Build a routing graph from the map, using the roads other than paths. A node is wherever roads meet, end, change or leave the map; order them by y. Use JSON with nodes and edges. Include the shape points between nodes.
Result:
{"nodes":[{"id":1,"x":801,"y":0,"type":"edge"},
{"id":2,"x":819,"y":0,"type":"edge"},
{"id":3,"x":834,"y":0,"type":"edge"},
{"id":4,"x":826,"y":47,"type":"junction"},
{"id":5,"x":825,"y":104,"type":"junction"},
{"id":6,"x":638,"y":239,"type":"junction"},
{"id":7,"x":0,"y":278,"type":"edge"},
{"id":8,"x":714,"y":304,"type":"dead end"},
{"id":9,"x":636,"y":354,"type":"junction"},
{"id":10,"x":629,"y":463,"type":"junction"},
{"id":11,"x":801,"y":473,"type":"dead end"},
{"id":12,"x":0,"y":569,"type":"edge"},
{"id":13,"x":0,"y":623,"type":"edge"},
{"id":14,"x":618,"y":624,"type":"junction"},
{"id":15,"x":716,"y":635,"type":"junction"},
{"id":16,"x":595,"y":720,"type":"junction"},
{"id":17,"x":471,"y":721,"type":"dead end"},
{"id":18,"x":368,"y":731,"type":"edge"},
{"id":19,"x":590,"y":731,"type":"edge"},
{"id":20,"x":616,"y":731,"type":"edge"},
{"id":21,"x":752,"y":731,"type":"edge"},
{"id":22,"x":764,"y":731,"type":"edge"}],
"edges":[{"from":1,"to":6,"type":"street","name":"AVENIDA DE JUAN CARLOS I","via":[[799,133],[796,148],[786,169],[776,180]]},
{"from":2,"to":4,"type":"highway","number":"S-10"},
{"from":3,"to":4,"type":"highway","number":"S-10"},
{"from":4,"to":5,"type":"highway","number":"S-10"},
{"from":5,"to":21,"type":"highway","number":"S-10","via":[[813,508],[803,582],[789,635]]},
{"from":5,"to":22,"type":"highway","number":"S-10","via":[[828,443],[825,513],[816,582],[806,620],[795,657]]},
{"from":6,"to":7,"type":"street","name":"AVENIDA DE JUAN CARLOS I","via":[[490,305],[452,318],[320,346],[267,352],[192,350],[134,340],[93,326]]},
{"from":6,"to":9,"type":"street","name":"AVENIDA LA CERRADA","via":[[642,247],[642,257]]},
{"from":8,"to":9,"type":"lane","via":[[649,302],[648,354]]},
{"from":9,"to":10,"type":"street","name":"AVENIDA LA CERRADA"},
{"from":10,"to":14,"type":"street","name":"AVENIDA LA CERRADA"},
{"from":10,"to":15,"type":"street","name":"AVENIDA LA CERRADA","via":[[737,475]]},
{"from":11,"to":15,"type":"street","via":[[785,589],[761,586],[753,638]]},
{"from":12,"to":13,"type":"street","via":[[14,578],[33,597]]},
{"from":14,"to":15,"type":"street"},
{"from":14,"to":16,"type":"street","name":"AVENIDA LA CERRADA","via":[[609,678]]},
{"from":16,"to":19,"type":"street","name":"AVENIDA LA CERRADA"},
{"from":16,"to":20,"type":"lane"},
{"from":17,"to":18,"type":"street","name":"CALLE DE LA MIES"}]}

■ What the task asks ■
Each entry above is to be printed again exactly.

■ Completed task ■
Build a routing graph from the map, using the roads other than paths. A node is wherever roads meet, end, change or leave the map; order them by y. Use JSON with nodes and edges. Include the shape points between nodes.
Result:
{"nodes":[{"id":1,"x":801,"y":0,"type":"edge"},
{"id":2,"x":819,"y":0,"type":"edge"},
{"id":3,"x":834,"y":0,"type":"edge"},
{"id":4,"x":826,"y":47,"type":"junction"},
{"id":5,"x":825,"y":104,"type":"junction"},
{"id":6,"x":638,"y":239,"type":"junction"},
{"id":7,"x":0,"y":278,"type":"edge"},
{"id":8,"x":714,"y":304,"type":"dead end"},
{"id":9,"x":636,"y":354,"type":"junction"},
{"id":10,"x":629,"y":463,"type":"junction"},
{"id":11,"x":801,"y":473,"type":"dead end"},
{"id":12,"x":0,"y":569,"type":"edge"},
{"id":13,"x":0,"y":623,"type":"edge"},
{"id":14,"x":618,"y":624,"type":"junction"},
{"id":15,"x":716,"y":635,"type":"junction"},
{"id":16,"x":595,"y":720,"type":"junction"},
{"id":17,"x":471,"y":721,"type":"dead end"},
{"id":18,"x":368,"y":731,"type":"edge"},
{"id":19,"x":590,"y":731,"type":"edge"},
{"id":20,"x":616,"y":731,"type":"edge"},
{"id":21,"x":752,"y":731,"type":"edge"},
{"id":22,"x":764,"y":731,"type":"edge"}],
"edges":[{"from":1,"to":6,"type":"street","name":"AVENIDA DE JUAN CARLOS I","via":[[799,133],[796,148],[786,169],[776,180]]},
{"from":2,"to":4,"type":"highway","number":"S-10"},
{"from":3,"to":4,"type":"highway","number":"S-10"},
{"from":4,"to":5,"type":"highway","number":"S-10"},
{"from":5,"to":21,"type":"highway","number":"S-10","via":[[813,508],[803,582],[789,635]]},
{"from":5,"to":22,"type":"highway","number":"S-10","via":[[828,443],[825,513],[816,582],[806,620],[795,657]]},
{"from":6,"to":7,"type":"street","name":"AVENIDA DE JUAN CARLOS I","via":[[490,305],[452,318],[320,346],[267,352],[192,350],[134,340],[93,326]]},
{"from":6,"to":9,"type":"street","name":"AVENIDA LA CERRADA","via":[[642,247],[642,257]]},
{"from":8,"to":9,"type":"lane","via":[[649,302],[648,354]]},
{"from":9,"to":10,"type":"street","name":"AVENIDA LA CERRADA"},
{"from":10,"to":14,"type":"street","name":"AVENIDA LA CERRADA"},
{"from":10,"to":15,"type":"street","name":"AVENIDA LA CERRADA","via":[[737,475]]},
{"from":11,"to":15,"type":"street","via":[[785,589],[761,586],[753,638]]},
{"from":12,"to":13,"type":"street","via":[[14,578],[33,597]]},
{"from":14,"to":15,"type":"street"},
{"from":14,"to":16,"type":"street","name":"AVENIDA LA CERRADA","via":[[609,678]]},
{"from":16,"to":19,"type":"street","name":"AVENIDA LA CERRADA"},
{"from":16,"to":20,"type":"lane"},
{"from":17,"to":18,"type":"street","name":"CALLE DE LA MIES"}]}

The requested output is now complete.